▸ **Exercise description**
Within the listing, each line that has the string "Lesage" should be copied.

■ ■ ■

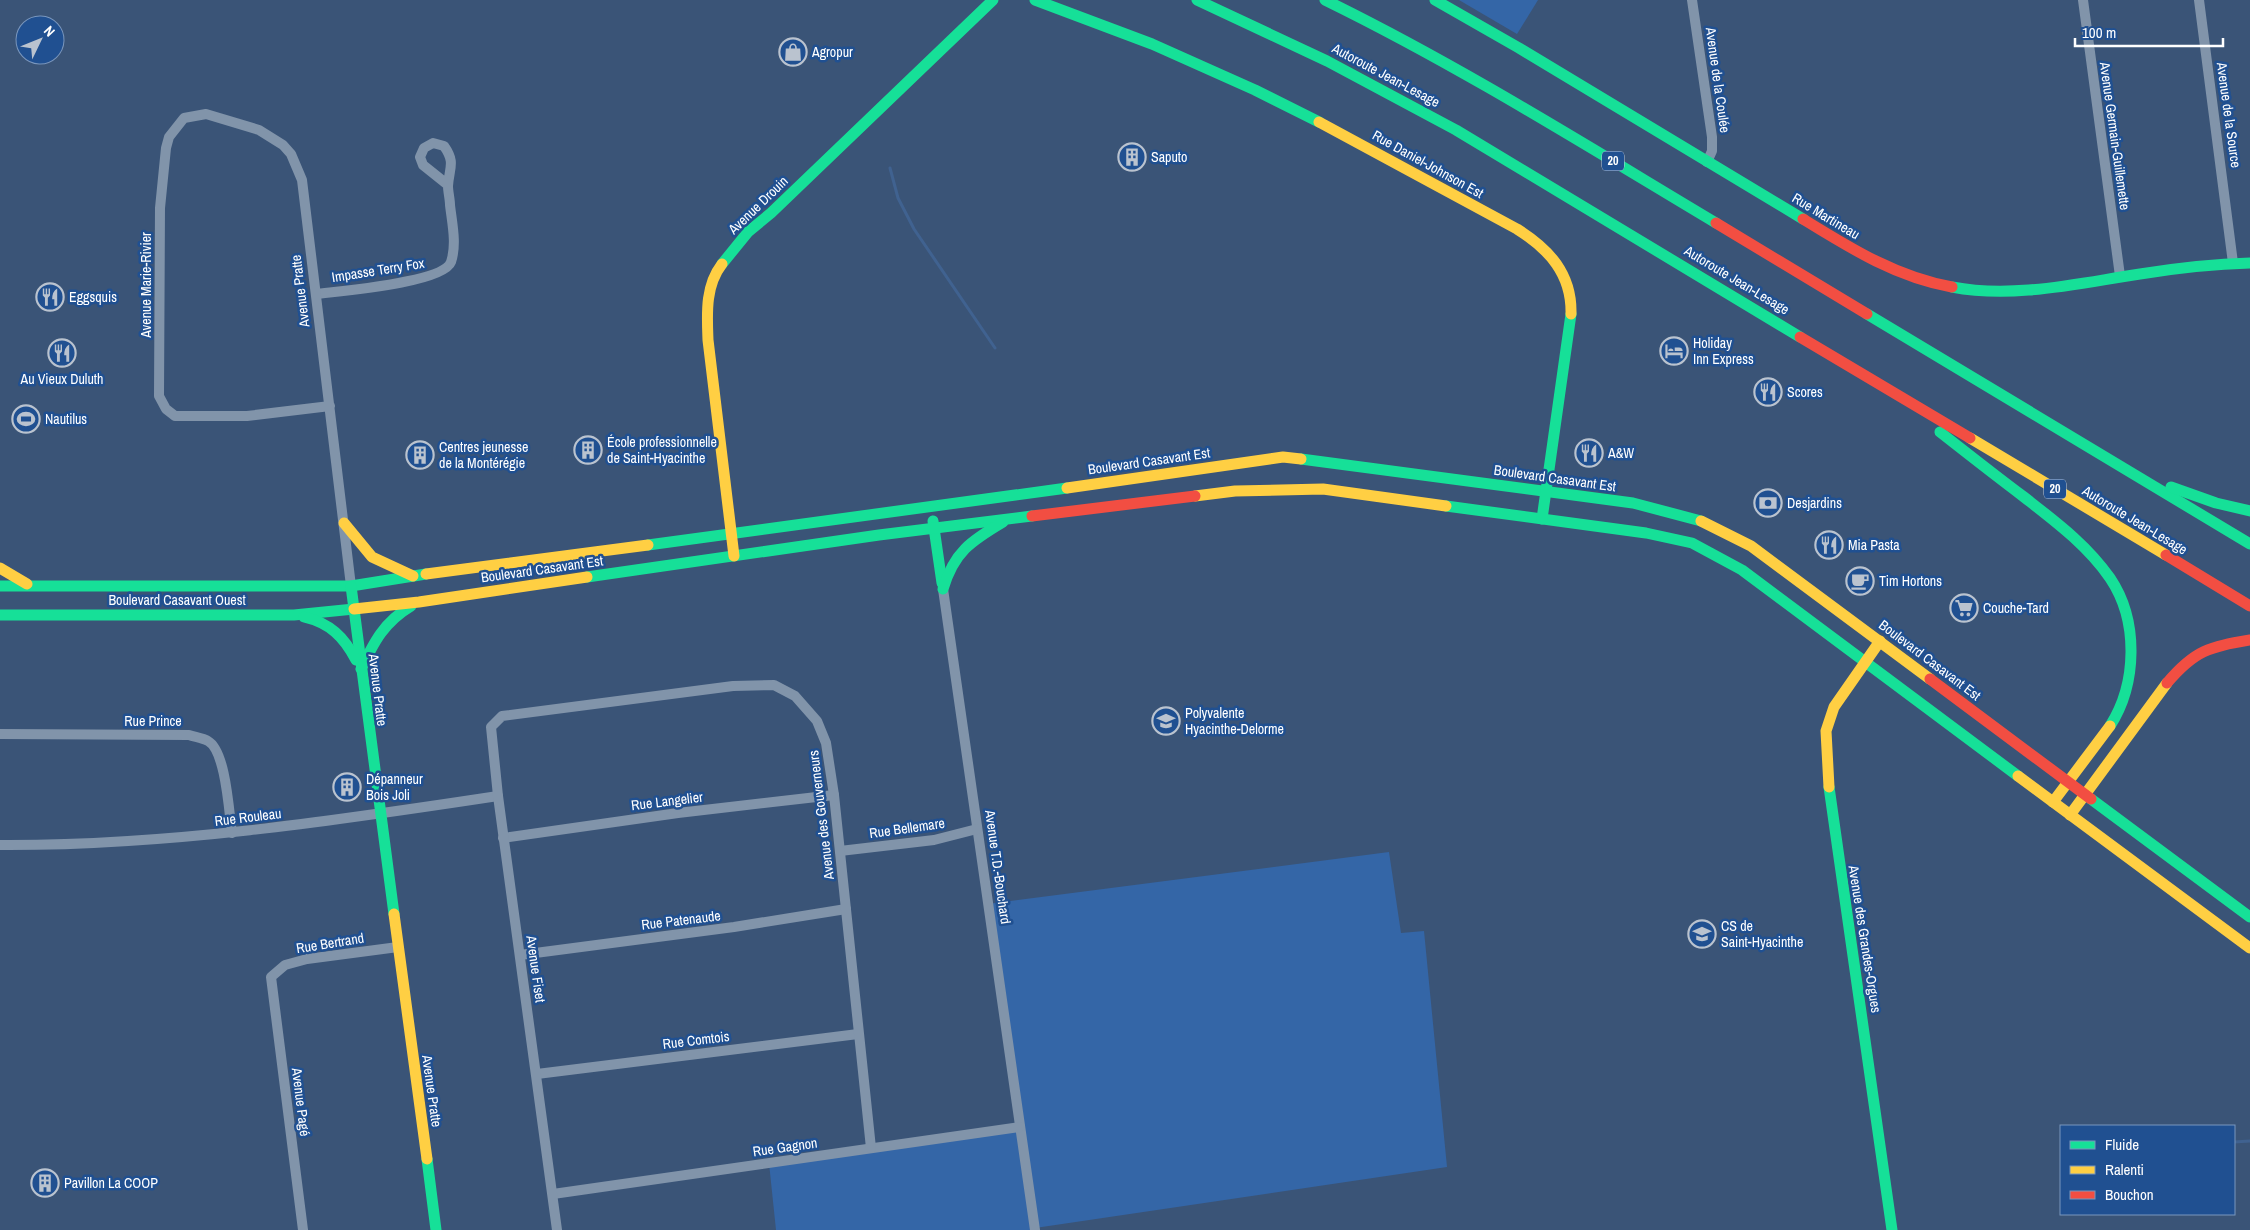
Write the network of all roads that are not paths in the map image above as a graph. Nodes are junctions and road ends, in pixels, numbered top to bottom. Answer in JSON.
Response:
{"nodes":[{"id":1,"x":993,"y":0,"type":"edge"},
{"id":2,"x":1035,"y":0,"type":"edge"},
{"id":3,"x":1197,"y":0,"type":"edge"},
{"id":4,"x":1325,"y":0,"type":"edge"},
{"id":5,"x":1435,"y":0,"type":"edge"},
{"id":6,"x":1692,"y":0,"type":"edge"},
{"id":7,"x":2083,"y":0,"type":"edge"},
{"id":8,"x":2199,"y":0,"type":"edge"},
{"id":9,"x":291,"y":154,"type":"joint"},
{"id":10,"x":1707,"y":162,"type":"junction"},
{"id":11,"x":448,"y":185,"type":"dead end"},
{"id":12,"x":2233,"y":263,"type":"junction"},
{"id":13,"x":2250,"y":263,"type":"edge"},
{"id":14,"x":2120,"y":276,"type":"junction"},
{"id":15,"x":316,"y":294,"type":"junction"},
{"id":16,"x":1861,"y":372,"type":"junction"},
{"id":17,"x":330,"y":406,"type":"junction"},
{"id":18,"x":2135,"y":474,"type":"junction"},
{"id":19,"x":1545,"y":491,"type":"junction"},
{"id":20,"x":931,"y":508,"type":"junction"},
{"id":21,"x":2250,"y":511,"type":"edge"},
{"id":22,"x":1009,"y":519,"type":"junction"},
{"id":23,"x":1542,"y":519,"type":"junction"},
{"id":24,"x":344,"y":523,"type":"junction"},
{"id":25,"x":934,"y":529,"type":"junction"},
{"id":26,"x":730,"y":535,"type":"junction"},
{"id":27,"x":2250,"y":544,"type":"edge"},
{"id":28,"x":734,"y":556,"type":"junction"},
{"id":29,"x":0,"y":568,"type":"edge"},
{"id":30,"x":413,"y":576,"type":"junction"},
{"id":31,"x":0,"y":586,"type":"edge"},
{"id":32,"x":32,"y":586,"type":"junction"},
{"id":33,"x":351,"y":586,"type":"junction"},
{"id":34,"x":943,"y":589,"type":"junction"},
{"id":35,"x":419,"y":602,"type":"junction"},
{"id":36,"x":2250,"y":606,"type":"edge"},
{"id":37,"x":354,"y":609,"type":"junction"},
{"id":38,"x":0,"y":614,"type":"edge"},
{"id":39,"x":294,"y":615,"type":"junction"},
{"id":40,"x":2250,"y":640,"type":"edge"},
{"id":41,"x":1880,"y":641,"type":"junction"},
{"id":42,"x":1865,"y":662,"type":"junction"},
{"id":43,"x":360,"y":670,"type":"junction"},
{"id":44,"x":502,"y":716,"type":"joint"},
{"id":45,"x":0,"y":734,"type":"edge"},
{"id":46,"x":2069,"y":782,"type":"junction"},
{"id":47,"x":2085,"y":794,"type":"junction"},
{"id":48,"x":498,"y":796,"type":"junction"},
{"id":49,"x":834,"y":796,"type":"junction"},
{"id":50,"x":2054,"y":802,"type":"junction"},
{"id":51,"x":380,"y":814,"type":"junction"},
{"id":52,"x":2070,"y":814,"type":"junction"},
{"id":53,"x":977,"y":829,"type":"junction"},
{"id":54,"x":232,"y":833,"type":"junction"},
{"id":55,"x":503,"y":838,"type":"junction"},
{"id":56,"x":0,"y":845,"type":"edge"},
{"id":57,"x":840,"y":851,"type":"junction"},
{"id":58,"x":846,"y":909,"type":"junction"},
{"id":59,"x":2250,"y":917,"type":"edge"},
{"id":60,"x":398,"y":948,"type":"junction"},
{"id":61,"x":2250,"y":948,"type":"edge"},
{"id":62,"x":520,"y":955,"type":"junction"},
{"id":63,"x":271,"y":977,"type":"joint"},
{"id":64,"x":858,"y":1034,"type":"junction"},
{"id":65,"x":537,"y":1074,"type":"junction"},
{"id":66,"x":1020,"y":1127,"type":"junction"},
{"id":67,"x":871,"y":1148,"type":"junction"},
{"id":68,"x":553,"y":1194,"type":"junction"},
{"id":69,"x":303,"y":1230,"type":"edge"},
{"id":70,"x":436,"y":1230,"type":"edge"},
{"id":71,"x":557,"y":1230,"type":"edge"},
{"id":72,"x":1035,"y":1230,"type":"edge"},
{"id":73,"x":1892,"y":1230,"type":"edge"}],
"edges":[{"from":1,"to":26,"type":"main road","name":"Avenue Drouin"},
{"from":2,"to":19,"type":"main road","name":"Rue Daniel-Johnson Est"},
{"from":3,"to":16,"type":"main road","name":"Autoroute Jean-Lesage","number":"20"},
{"from":4,"to":18,"type":"main road","number":"20"},
{"from":5,"to":10,"type":"main road","name":"Rue Martineau"},
{"from":6,"to":10,"type":"street","name":"Avenue de la Coulée"},
{"from":7,"to":14,"type":"street","name":"Avenue Germain-Guillemette"},
{"from":8,"to":12,"type":"street","name":"Avenue de la Source"},
{"from":9,"to":15,"type":"street","name":"Avenue Pratte"},
{"from":9,"to":17,"type":"street","name":"Avenue Marie-Rivier"},
{"from":10,"to":14,"type":"main road","name":"Rue Martineau"},
{"from":11,"to":15,"type":"street","name":"Impasse Terry Fox"},
{"from":12,"to":13,"type":"main road","name":"Rue Martineau"},
{"from":12,"to":14,"type":"main road","name":"Rue Martineau"},
{"from":15,"to":17,"type":"street","name":"Avenue Pratte"},
{"from":16,"to":36,"type":"main road","name":"Autoroute Jean-Lesage","number":"20"},
{"from":16,"to":46,"type":"main road"},
{"from":17,"to":24,"type":"street","name":"Avenue Pratte"},
{"from":18,"to":21,"type":"main road"},
{"from":18,"to":27,"type":"main road","number":"20"},
{"from":19,"to":20,"type":"main road","name":"Boulevard Casavant Est"},
{"from":19,"to":23,"type":"main road","name":"Rue Daniel-Johnson Est"},
{"from":19,"to":41,"type":"main road","name":"Boulevard Casavant Est"},
{"from":20,"to":25,"type":"main road","name":"Avenue T.D.-Bouchard"},
{"from":20,"to":26,"type":"main road","name":"Boulevard Casavant Est"},
{"from":22,"to":23,"type":"main road","name":"Boulevard Casavant Est"},
{"from":22,"to":25,"type":"main road","name":"Boulevard Casavant Est"},
{"from":22,"to":34,"type":"main road"},
{"from":23,"to":42,"type":"main road","name":"Boulevard Casavant Est"},
{"from":24,"to":30,"type":"main road"},
{"from":24,"to":33,"type":"street","name":"Avenue Pratte"},
{"from":25,"to":28,"type":"main road","name":"Boulevard Casavant Est"},
{"from":25,"to":34,"type":"main road","name":"Avenue T.D.-Bouchard"},
{"from":26,"to":28,"type":"main road"},
{"from":26,"to":30,"type":"main road","name":"Boulevard Casavant Est"},
{"from":28,"to":35,"type":"main road","name":"Boulevard Casavant Est"},
{"from":29,"to":32,"type":"main road"},
{"from":30,"to":33,"type":"main road","name":"Boulevard Casavant Est"},
{"from":31,"to":32,"type":"main road","name":"Boulevard Casavant Ouest"},
{"from":32,"to":33,"type":"main road","name":"Boulevard Casavant Ouest"},
{"from":33,"to":37,"type":"main road","name":"Avenue Pratte"},
{"from":34,"to":53,"type":"street","name":"Avenue T.D.-Bouchard"},
{"from":35,"to":37,"type":"main road","name":"Boulevard Casavant Est"},
{"from":35,"to":43,"type":"main road"},
{"from":37,"to":39,"type":"main road","name":"Boulevard Casavant Ouest"},
{"from":37,"to":43,"type":"main road","name":"Avenue Pratte"},
{"from":38,"to":39,"type":"main road","name":"Boulevard Casavant Ouest"},
{"from":39,"to":43,"type":"main road"},
{"from":40,"to":47,"type":"main road"},
{"from":41,"to":42,"type":"main road","name":"Avenue des Grandes-Orgues"},
{"from":41,"to":46,"type":"main road","name":"Boulevard Casavant Est"},
{"from":42,"to":50,"type":"main road","name":"Boulevard Casavant Est"},
{"from":42,"to":73,"type":"main road","name":"Avenue des Grandes-Orgues"},
{"from":43,"to":51,"type":"main road","name":"Avenue Pratte"},
{"from":44,"to":48,"type":"street","name":"Avenue Fiset"},
{"from":44,"to":49,"type":"street","name":"Avenue des Gouverneurs"},
{"from":45,"to":54,"type":"street","name":"Rue Prince"},
{"from":46,"to":47,"type":"main road","name":"Boulevard Casavant Est"},
{"from":46,"to":50,"type":"main road"},
{"from":47,"to":52,"type":"main road"},
{"from":47,"to":59,"type":"main road","name":"Boulevard Casavant Est"},
{"from":48,"to":51,"type":"street","name":"Rue Rouleau"},
{"from":48,"to":55,"type":"street","name":"Avenue Fiset"},
{"from":49,"to":55,"type":"street","name":"Rue Langelier"},
{"from":49,"to":57,"type":"street","name":"Avenue des Gouverneurs"},
{"from":50,"to":52,"type":"main road","name":"Boulevard Casavant Est"},
{"from":51,"to":54,"type":"street","name":"Rue Rouleau"},
{"from":51,"to":60,"type":"main road","name":"Avenue Pratte"},
{"from":52,"to":61,"type":"main road","name":"Boulevard Casavant Est"},
{"from":53,"to":57,"type":"street","name":"Rue Bellemare"},
{"from":53,"to":66,"type":"street","name":"Avenue T.D.-Bouchard"},
{"from":54,"to":56,"type":"street","name":"Rue Rouleau"},
{"from":55,"to":62,"type":"street","name":"Avenue Fiset"},
{"from":57,"to":58,"type":"street","name":"Avenue des Gouverneurs"},
{"from":58,"to":62,"type":"street","name":"Rue Patenaude"},
{"from":58,"to":64,"type":"street","name":"Avenue des Gouverneurs"},
{"from":60,"to":63,"type":"street","name":"Rue Bertrand"},
{"from":60,"to":70,"type":"main road","name":"Avenue Pratte"},
{"from":62,"to":65,"type":"street","name":"Avenue Fiset"},
{"from":63,"to":69,"type":"street","name":"Avenue Pagé"},
{"from":64,"to":65,"type":"street","name":"Rue Comtois"},
{"from":64,"to":67,"type":"street","name":"Avenue des Gouverneurs"},
{"from":65,"to":68,"type":"street","name":"Avenue Fiset"},
{"from":66,"to":67,"type":"street","name":"Rue Gagnon"},
{"from":66,"to":72,"type":"street","name":"Avenue T.D.-Bouchard"},
{"from":67,"to":68,"type":"street","name":"Rue Gagnon"},
{"from":68,"to":71,"type":"street","name":"Avenue Fiset"}]}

■ ■ ■

▸ **Task solution**
{"from":3,"to":16,"type":"main road","name":"Autoroute Jean-Lesage","number":"20"},
{"from":16,"to":36,"type":"main road","name":"Autoroute Jean-Lesage","number":"20"},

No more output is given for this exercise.